The plan for the school, named Radost Življenja (Joy of Life), had been long time in the making and in early 2020 it started to materialise. After facilities and staff were already secured and pupils enrolled, it transpired that the school had problems in obtaining approval to actually operate.
Its application to be accredited was denied by the Education Ministry, as the school was not in compliance with state standards, the ministry said.
The school was also beset with financial problems as unpaid bills had been piling up. It was shut down on 19 November, 24ur.com said on Wednesday.
Parents who enrolled their children in the school knew that the educational institution was not yet approved at the time, the ministry added.
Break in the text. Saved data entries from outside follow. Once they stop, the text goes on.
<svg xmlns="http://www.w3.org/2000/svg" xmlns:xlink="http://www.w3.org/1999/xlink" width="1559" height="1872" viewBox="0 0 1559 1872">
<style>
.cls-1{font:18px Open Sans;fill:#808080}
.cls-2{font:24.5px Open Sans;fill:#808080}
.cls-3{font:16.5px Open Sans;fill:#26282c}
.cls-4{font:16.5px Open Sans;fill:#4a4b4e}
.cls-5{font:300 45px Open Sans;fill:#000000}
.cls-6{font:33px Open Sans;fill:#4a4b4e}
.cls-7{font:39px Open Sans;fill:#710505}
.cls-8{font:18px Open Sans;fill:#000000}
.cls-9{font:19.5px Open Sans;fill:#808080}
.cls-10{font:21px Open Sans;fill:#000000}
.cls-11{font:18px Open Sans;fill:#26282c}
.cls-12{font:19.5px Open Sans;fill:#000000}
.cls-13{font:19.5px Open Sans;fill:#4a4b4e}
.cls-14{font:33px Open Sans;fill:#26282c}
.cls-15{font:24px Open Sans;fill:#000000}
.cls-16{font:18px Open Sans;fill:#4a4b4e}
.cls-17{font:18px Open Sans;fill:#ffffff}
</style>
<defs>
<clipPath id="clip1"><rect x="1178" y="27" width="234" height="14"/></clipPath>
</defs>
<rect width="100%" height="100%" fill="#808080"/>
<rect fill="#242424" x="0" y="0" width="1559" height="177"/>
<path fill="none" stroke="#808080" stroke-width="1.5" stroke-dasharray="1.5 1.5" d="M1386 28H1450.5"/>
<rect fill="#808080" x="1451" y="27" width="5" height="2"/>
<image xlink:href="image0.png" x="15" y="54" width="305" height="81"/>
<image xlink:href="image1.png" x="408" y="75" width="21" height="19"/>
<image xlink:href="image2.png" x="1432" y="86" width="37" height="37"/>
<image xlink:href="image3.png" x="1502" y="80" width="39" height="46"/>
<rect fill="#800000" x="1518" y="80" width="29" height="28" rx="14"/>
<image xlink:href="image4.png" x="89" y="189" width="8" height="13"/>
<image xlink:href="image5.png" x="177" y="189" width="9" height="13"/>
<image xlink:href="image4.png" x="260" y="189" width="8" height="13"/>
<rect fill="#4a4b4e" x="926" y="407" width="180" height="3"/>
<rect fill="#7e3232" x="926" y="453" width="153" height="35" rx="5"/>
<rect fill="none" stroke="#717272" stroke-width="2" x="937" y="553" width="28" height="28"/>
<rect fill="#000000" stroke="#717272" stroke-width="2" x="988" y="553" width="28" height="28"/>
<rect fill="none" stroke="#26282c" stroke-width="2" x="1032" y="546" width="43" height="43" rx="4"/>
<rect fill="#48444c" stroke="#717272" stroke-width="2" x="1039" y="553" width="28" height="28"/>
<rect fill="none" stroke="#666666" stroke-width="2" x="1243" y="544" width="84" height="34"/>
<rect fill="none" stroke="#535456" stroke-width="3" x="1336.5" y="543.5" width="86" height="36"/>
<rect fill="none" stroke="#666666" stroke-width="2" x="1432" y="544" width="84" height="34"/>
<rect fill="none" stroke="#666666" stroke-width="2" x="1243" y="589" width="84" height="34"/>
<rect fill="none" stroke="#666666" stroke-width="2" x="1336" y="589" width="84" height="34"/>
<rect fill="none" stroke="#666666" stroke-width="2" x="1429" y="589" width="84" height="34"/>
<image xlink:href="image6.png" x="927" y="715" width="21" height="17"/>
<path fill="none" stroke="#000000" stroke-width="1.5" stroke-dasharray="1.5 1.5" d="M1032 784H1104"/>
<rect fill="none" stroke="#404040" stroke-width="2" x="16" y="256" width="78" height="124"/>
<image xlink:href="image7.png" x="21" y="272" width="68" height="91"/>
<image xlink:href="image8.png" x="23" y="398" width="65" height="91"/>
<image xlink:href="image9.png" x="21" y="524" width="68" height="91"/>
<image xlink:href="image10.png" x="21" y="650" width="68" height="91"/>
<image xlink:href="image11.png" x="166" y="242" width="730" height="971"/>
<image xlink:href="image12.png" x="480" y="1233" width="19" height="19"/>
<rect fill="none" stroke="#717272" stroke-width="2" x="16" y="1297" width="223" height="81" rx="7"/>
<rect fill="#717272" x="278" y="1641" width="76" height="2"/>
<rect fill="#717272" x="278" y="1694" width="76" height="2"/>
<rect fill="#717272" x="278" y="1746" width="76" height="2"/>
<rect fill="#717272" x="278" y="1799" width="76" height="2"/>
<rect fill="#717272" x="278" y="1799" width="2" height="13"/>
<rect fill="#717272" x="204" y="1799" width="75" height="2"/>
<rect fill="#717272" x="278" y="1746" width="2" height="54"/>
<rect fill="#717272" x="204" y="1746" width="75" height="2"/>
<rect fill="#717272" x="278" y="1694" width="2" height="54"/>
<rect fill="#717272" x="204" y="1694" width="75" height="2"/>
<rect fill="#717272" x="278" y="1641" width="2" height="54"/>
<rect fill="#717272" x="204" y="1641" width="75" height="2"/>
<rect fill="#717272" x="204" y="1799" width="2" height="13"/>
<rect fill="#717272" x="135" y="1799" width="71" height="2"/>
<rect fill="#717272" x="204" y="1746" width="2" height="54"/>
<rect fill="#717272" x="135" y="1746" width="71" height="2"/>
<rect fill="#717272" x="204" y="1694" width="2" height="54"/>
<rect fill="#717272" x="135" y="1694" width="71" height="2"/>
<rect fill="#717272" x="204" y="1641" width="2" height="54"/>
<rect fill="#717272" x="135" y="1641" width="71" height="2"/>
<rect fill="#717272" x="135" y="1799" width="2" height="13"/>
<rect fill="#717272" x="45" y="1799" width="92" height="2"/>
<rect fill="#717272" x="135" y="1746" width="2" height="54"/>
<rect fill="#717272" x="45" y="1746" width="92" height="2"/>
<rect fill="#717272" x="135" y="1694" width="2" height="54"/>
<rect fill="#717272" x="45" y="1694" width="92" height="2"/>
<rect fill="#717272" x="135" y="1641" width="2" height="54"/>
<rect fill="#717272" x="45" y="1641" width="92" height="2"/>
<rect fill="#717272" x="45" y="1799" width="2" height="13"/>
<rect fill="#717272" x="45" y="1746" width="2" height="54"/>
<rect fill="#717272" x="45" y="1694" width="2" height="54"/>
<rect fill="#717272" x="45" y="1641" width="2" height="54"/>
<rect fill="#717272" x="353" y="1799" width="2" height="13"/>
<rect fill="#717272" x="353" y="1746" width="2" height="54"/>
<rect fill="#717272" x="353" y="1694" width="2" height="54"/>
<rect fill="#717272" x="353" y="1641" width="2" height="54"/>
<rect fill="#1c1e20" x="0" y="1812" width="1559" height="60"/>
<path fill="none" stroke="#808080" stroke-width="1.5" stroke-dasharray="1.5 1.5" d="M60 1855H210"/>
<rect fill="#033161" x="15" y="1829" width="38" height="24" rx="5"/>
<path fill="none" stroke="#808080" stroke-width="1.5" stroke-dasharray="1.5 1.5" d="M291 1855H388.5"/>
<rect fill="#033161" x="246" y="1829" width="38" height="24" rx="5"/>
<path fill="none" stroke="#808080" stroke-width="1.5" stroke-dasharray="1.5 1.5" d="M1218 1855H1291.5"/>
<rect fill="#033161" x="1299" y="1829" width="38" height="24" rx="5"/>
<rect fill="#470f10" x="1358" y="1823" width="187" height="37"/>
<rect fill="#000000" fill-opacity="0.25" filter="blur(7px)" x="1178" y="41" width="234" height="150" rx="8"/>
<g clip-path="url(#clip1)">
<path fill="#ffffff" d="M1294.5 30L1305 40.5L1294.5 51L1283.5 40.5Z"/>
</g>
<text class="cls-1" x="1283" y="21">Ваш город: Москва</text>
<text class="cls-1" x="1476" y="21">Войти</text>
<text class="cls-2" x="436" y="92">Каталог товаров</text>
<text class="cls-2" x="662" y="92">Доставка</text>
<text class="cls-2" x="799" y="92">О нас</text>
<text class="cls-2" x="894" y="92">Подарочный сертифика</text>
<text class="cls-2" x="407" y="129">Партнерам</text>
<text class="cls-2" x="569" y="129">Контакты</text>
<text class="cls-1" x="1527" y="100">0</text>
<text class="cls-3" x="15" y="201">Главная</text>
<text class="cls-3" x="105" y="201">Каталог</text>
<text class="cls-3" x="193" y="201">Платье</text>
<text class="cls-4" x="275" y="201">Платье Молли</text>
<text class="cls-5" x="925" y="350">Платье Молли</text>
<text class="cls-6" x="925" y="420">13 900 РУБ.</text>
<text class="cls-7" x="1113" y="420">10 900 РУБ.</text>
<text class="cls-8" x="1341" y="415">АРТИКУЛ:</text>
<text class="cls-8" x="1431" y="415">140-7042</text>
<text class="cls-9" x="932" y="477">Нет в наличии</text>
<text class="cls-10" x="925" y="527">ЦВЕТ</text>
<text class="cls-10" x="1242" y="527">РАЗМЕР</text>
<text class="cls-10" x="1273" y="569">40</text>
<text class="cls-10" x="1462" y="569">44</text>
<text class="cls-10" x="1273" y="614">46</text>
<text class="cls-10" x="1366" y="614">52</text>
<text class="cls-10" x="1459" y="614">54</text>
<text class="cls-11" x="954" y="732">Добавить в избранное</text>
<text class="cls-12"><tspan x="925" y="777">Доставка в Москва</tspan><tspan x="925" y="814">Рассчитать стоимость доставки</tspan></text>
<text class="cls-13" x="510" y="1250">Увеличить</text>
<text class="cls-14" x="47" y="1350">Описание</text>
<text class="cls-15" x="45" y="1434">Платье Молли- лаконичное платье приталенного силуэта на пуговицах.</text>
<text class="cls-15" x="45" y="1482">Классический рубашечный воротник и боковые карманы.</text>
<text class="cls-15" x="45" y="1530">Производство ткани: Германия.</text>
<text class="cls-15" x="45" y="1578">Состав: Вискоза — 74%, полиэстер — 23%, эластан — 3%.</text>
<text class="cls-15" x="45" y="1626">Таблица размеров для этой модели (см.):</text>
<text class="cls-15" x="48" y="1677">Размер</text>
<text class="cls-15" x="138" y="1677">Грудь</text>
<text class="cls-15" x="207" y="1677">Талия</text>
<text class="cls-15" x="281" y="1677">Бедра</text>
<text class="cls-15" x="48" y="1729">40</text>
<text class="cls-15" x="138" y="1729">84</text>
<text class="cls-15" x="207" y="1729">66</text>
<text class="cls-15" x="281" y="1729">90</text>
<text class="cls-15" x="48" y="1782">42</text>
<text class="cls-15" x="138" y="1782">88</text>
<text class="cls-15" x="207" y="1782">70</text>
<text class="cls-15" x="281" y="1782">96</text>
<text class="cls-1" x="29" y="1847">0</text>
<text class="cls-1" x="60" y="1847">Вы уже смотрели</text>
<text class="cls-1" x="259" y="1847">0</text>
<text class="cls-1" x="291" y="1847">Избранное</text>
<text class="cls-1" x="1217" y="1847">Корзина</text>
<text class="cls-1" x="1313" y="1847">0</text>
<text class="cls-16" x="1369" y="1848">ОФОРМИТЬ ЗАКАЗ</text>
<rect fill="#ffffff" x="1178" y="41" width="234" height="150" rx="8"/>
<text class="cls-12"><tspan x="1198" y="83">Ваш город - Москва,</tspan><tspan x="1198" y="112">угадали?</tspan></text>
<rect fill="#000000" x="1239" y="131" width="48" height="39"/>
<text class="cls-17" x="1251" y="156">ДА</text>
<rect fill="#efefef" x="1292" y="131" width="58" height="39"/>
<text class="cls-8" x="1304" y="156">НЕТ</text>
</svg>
The parents had been granted a home-schooling status, under which parents may either educate their child at home themselves or are helped at this activity by someone else.
The latter is not required to meet any conditions, however the home-schooled children must pass an assessment carried out by the primary school in which they are enrolled. If they fail to do that, they are no longer allowed to be home schooled.
Seeking assistance after being denied state approval, the Bled school's head teacher Valentina Erznožnik contacted the Livada primary school in Ljubljana, which was willing to enrol the former's pupils.
Goran Popović, the head teacher of the Ljubljana school, explained that Joy of Life had not been the only school under which children were enrolled in Livada and home schooled at the same time. Such pupils have their exams at the end of the school year, he added.
The Bled school promoted itself as a Waldorf school, however it seems that it did not obtain a relevant certificate to do so.
Iztok Kordiš, the director of the Ljubljana Waldorf School, does not consider the Bled school to be worthy of Waldorf status. The Joy of Life school had called itself a Waldorf institution before it was actually opened without even familiarising itself with the procedures needed to be implemented to become such a school, he said.
"We have to look after quality and the Waldorf name. Not everyone can just think of it and become a Waldorf school," he told 24ur.com, adding that the Bled school had been doing everything its own way and acting as if it had it all sorted out.